Variable: a quantity that can have more than a single value. (Dependent vs independent)
Constant: a factor that does not change when other variables change.
Control: the standard by which the test results can be compared
Analyze data: recording data and organizing it into tables and graphs.
Draw conclusions: based on your analysis of your data, you decide whether or not your hypothesis is supported."
This "cloud" is just a buzz-word for massive amounts of data collected for no good reason other than to collect it, IE before you perform a hypothesis. Using this junior high model, a hypothesis is created from observation (seeing a correlation in the data), then you go back to the data or collect more data to prove or disprove that hypothesis.
Massive amounts of data and algorithms that sift through it are TOOLS in the box for performing the scientific method. They don't replace it.
I think his argument would be better if he stated that these tools, in certain cases, allow you to reasonably prove and create a hypothesis in a single step.
I had a nice example of the complete inadequacy of google's thought-agnostic approach to links browsing around looking for information on samba and fuse under linux. Google's ad bars, completely misinterpreting the context, offered links to fuse boxes, as in wiring, and Samba lessons, as in dancing. But then, maybe I'm not giving Google enough credit. It might have actually recognized the pointlessness of trying to market software to a Linux user, and took the obvious step of throwing in some complete non sequiturs in the hopes of catching something of value.

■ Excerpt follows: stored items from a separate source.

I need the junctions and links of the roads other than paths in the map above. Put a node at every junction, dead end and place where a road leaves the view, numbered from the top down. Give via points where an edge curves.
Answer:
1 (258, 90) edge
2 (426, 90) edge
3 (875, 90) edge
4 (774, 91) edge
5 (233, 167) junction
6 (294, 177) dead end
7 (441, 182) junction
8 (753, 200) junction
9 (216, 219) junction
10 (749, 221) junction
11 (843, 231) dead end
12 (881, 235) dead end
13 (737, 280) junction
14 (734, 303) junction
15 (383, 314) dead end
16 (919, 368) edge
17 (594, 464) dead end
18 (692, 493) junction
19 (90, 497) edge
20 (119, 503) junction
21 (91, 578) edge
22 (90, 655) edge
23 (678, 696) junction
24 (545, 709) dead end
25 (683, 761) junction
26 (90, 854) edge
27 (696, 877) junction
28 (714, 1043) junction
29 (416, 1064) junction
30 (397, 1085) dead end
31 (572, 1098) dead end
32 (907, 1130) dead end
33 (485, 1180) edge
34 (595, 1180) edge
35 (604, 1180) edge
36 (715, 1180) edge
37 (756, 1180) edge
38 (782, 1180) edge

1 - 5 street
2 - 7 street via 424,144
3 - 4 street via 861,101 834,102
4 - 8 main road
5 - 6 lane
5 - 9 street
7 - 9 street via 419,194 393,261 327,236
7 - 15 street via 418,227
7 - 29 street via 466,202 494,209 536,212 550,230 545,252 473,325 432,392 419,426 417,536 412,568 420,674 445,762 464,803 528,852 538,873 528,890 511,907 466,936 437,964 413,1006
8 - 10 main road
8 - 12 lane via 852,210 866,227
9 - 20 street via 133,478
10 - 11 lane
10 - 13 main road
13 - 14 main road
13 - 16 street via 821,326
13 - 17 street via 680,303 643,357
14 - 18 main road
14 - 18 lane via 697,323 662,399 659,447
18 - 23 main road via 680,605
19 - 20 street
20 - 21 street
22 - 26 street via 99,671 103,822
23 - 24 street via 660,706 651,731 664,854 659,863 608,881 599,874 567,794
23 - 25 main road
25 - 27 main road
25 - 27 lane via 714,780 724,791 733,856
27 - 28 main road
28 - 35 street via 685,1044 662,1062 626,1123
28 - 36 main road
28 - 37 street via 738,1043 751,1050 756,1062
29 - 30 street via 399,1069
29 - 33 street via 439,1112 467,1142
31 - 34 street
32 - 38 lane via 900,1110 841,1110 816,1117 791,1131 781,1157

"Because it came from WIRED," should have been enough reason to discard this bullshit from day one. Why not ask some REAL scientists in a REAL peer reviewed scientific journal about what the "cloud" is doing instead of letting a bunch of insular technophiles indulge in masturbatory fantasies about how their "culture jamming" is "shifting paradigms" all while convincing themselves the same shit wasn't going on in the 60's, 70's, 80's and fucking 90's, and is indeed the sort of thing that led to WIRED's kind in the first fucking place. If science and its titular method could both create and survive the atomic bomb, radar, TANG and LSD, it can certainly handle a fucking "cloud" of bits.
Wasn't this all demonstrated 100 years ago by Francis Galton and an Ox? What's new is that there are more data points and better techniques to identify interesting correlations. Probably this is what we do internally anyway. All of our sensory input is correlated and the interesting bits are filtered out by specific algorithms trained by evolution. What is fascinating to many are the times when these algorithms are spectacularly wrong.